Gil stayed where she was for a time, watching him disappear up the curve of the land. The ground rose and buckled oddly around the featureless wall of the black foundation, but whatever upheaval had disrupted it had been so long ago that the geology of the valley had settled around it. That in itself bothered Gil-the thing was so old, so incredibly old. Eons had rolled by since some arcane power had founded it here, so that the very shape of the lands and seas had changed. More fossils caught her eyes. My God, she thought, this place was a tropical swamp when this was wrought. How long have the Dark Ones inhabited the earth, anyway?
Who could ever tell, since they didn't have a bone in their floating plasmoid bodies? And yet they had intelligence, the intelligence to sink shafts, to build these dark pavements at their heads and have them endure for millennia with very little appearance of decay. They were intelligent enough to work their own kind of magic, different from the nature of human magic, ungraspable by any human brain. They were intelligent enough to keep tabs on the convoy, to know where Tir was, and to know why he had to be put out of the way.
Arms folded, Gil stood for a while in the lengthening shadows and meditated on the Dark.

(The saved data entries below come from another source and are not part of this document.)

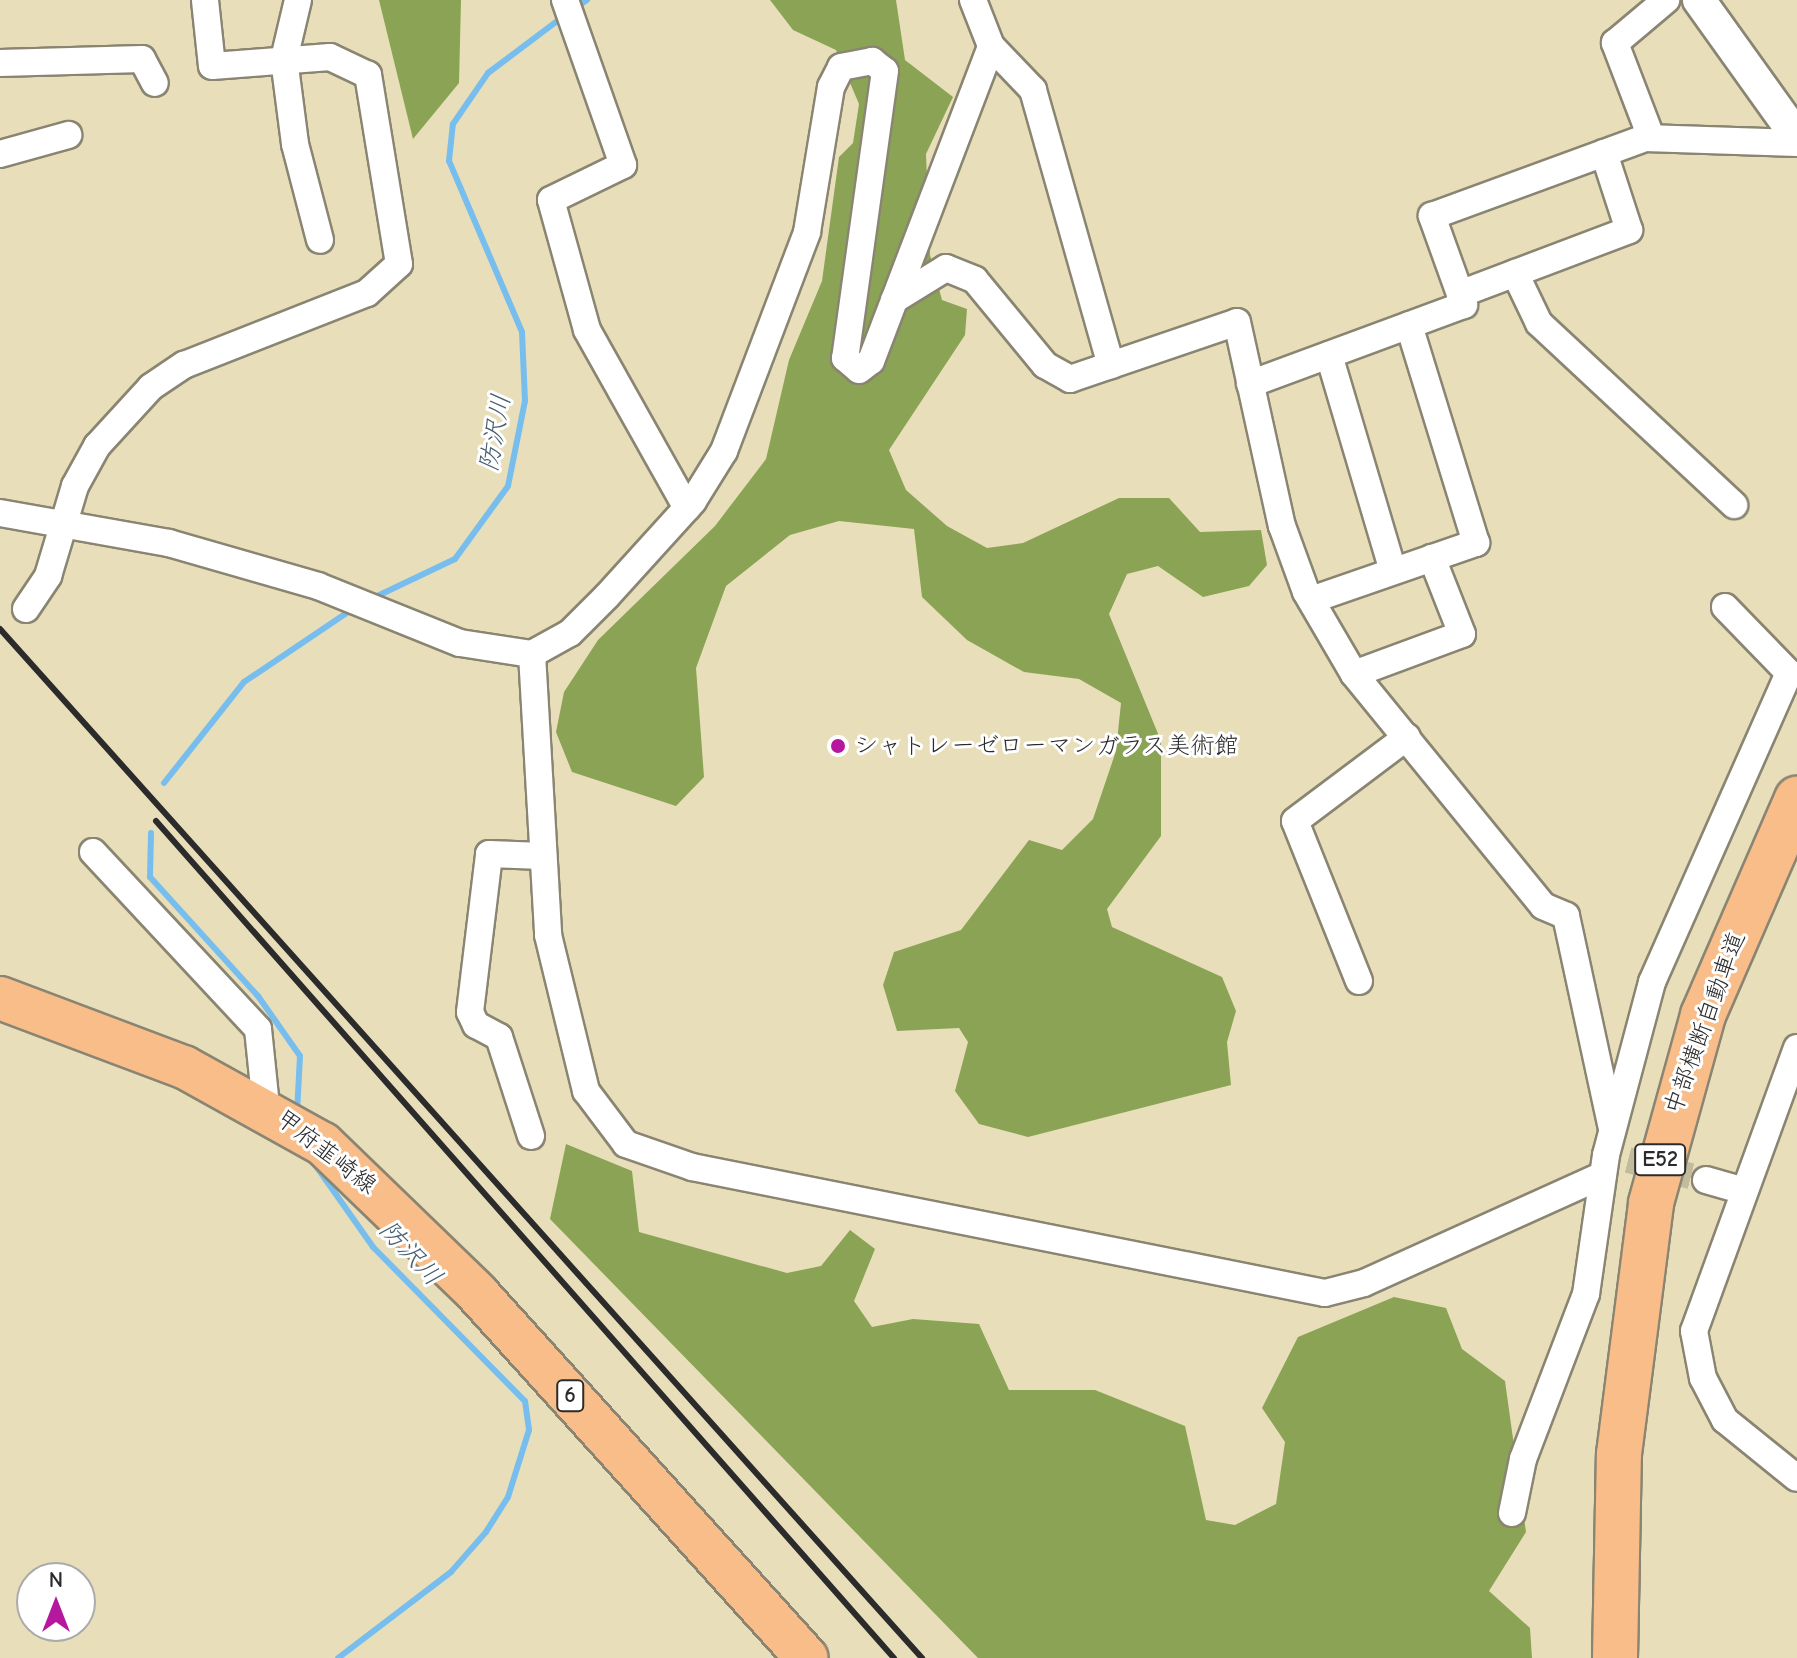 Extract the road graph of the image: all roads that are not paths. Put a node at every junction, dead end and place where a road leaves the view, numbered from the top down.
1 (205, 0) edge
2 (298, 0) edge
3 (973, 0) edge
4 (1666, 0) edge
5 (1699, 0) edge
6 (569, 10) edge
7 (991, 46) junction
8 (284, 59) junction
9 (0, 63) edge
10 (155, 83) dead end
11 (68, 135) dead end
12 (1651, 137) junction
13 (1797, 140) edge
14 (1604, 153) junction
15 (0, 154) edge
16 (320, 240) dead end
17 (1515, 273) junction
18 (1460, 294) junction
19 (894, 300) junction
20 (1409, 325) junction
21 (1329, 355) junction
22 (1111, 365) junction
23 (1250, 384) junction
24 (1734, 505) dead end
25 (687, 508) junction
26 (0, 513) edge
27 (62, 527) junction
28 (1432, 558) junction
29 (1393, 571) junction
30 (1311, 600) junction
31 (1725, 607) dead end
32 (26, 609) dead end
33 (532, 654) junction
34 (1354, 674) junction
35 (1407, 737) junction
36 (1797, 799) edge
37 (93, 852) dead end
38 (543, 856) junction
39 (1797, 873) edge
40 (1359, 981) dead end
41 (0, 998) edge
42 (1797, 1048) edge
43 (1786, 1101) edge
44 (274, 1111) junction
45 (531, 1136) dead end
46 (1612, 1155) junction
47 (1706, 1180) tunnel mouth
48 (1744, 1191) junction
49 (1797, 1478) edge
50 (1512, 1513) dead end
51 (1619, 1544) junction
52 (807, 1658) edge
53 (1615, 1658) edge

1 - 8 street
2 - 8 street
3 - 7 street
4 - 12 street
5 - 13 street
6 - 25 street
7 - 19 street
7 - 22 street
8 - 16 street
8 - 27 street
9 - 10 street
11 - 15 street
12 - 13 street
12 - 14 street
14 - 17 street
14 - 18 street
17 - 18 street
17 - 24 street
18 - 20 street
19 - 22 street
19 - 25 street
20 - 21 street
20 - 28 street
21 - 23 street
21 - 29 street
22 - 23 street
23 - 30 street
25 - 33 street
26 - 27 street
27 - 32 street
27 - 33 street
28 - 29 street
28 - 34 street
29 - 30 street
30 - 34 street
31 - 46 street
33 - 38 street
34 - 35 street
35 - 40 street
35 - 46 street
36 - 51 highway, 中部横断自動車道 / E52
37 - 44 street
38 - 45 street
38 - 46 street
39 - 51 highway, 中部横断自動車道 / E52
41 - 44 main road, 甲府韮崎線 / 6
42 - 43 street
43 - 48 street
44 - 52 main road, 甲府韮崎線 / 6
46 - 50 street
47 - 48 street
48 - 49 street
51 - 53 highway, 中部横断自動車道 / E52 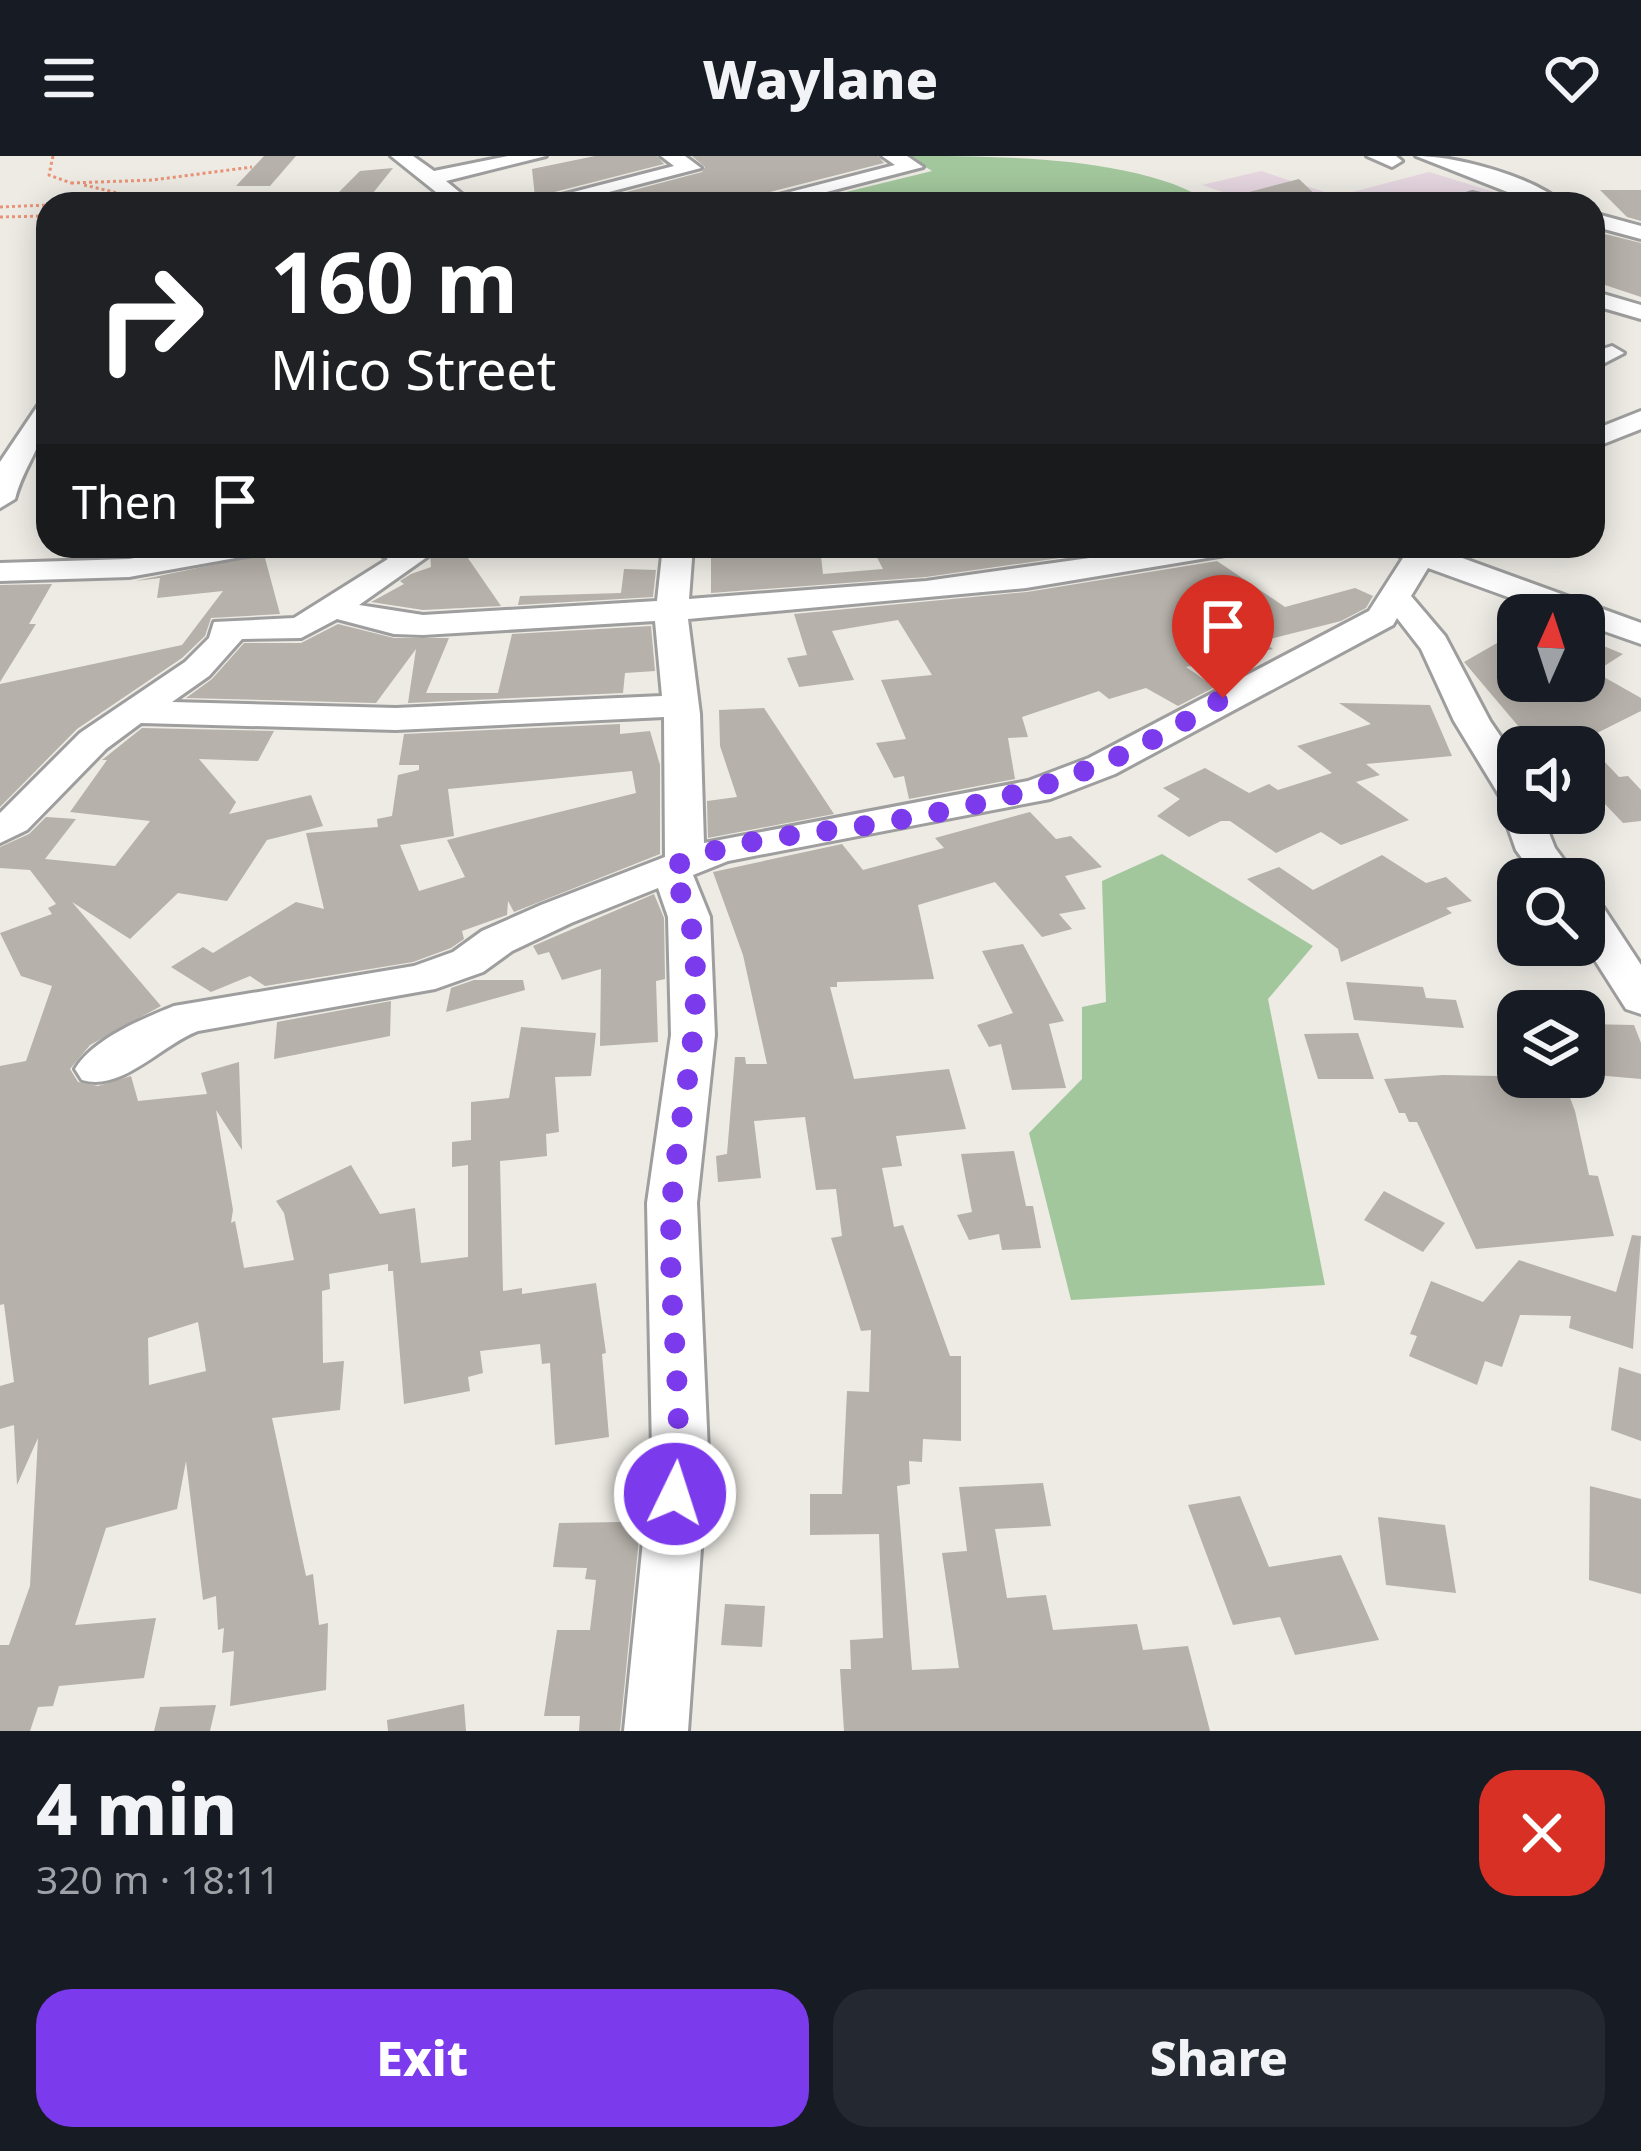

After a time she looked up and saw Ingold again, appearing and disappearing among the twisted confusion of boulders and huddled trees at the end of the valley. Some primordial cataclysm had broken the side of one of the guardian peaks of the valley, leaving a wilderness of split granite and bottomless chasms, and time had overlaid the ruin with plant life grown far too large for the vertical rocks. The result reminded her vaguely of a Chinese painting, with full-size trees sprouting unconcernedly from the sides of cliffs. But this was messier, fouler, darker; here dead trunks had fallen to rot in gullies bristling with dead white spikes below the crumbly footing above. She could see Ingold's brown mantle shifting along impossibly narrow rock ledges high on the faces of those cliffs,
Ingold saw her looking and paused, flattened to the rock behind him. "Come up," he called down to her, his voice echoing faintly among the rocks. "There's a trail."
What the hell , Gil sighed. You only die once .
Gil had never liked heights. Scrambling over the treacherous footing, she envied the wizard his six-foot staff, for in places the ledges narrowed to inches, and in others cascades of vines sprawled over the trail and masked any hint of the footing underneath. She found herself backtracking a dozen times, scrupulously avoiding looking up or down or anywhere but at her own scratched hands when a promising ledge petered out or a slit between two huge rock faces became too narrow to be passed, or too choked with rotting foliage that could house any number of creatures less Lovecraftian, but certainly as deadly, as the Dark. She wondered if there were rattlesnakes in this world-or, for that matter, poisonous snakes without rattles.
She finally caught up with him in the mouth of a dark slit in the rocks, after a precipitous scramble around the convex face of a boulder on a ledge over a nightmare maw of tangled thorn and broken stone. She was sweating and gasping in the afternoon heat and fighting for balance on the sandy, crumbling ground. The shift of the sun over the backbone of the Rampart Range had thrown the chasm into deep shadow. Ingold was barely visible but for the pale blur of face and beard and the bright glitter of his eyes.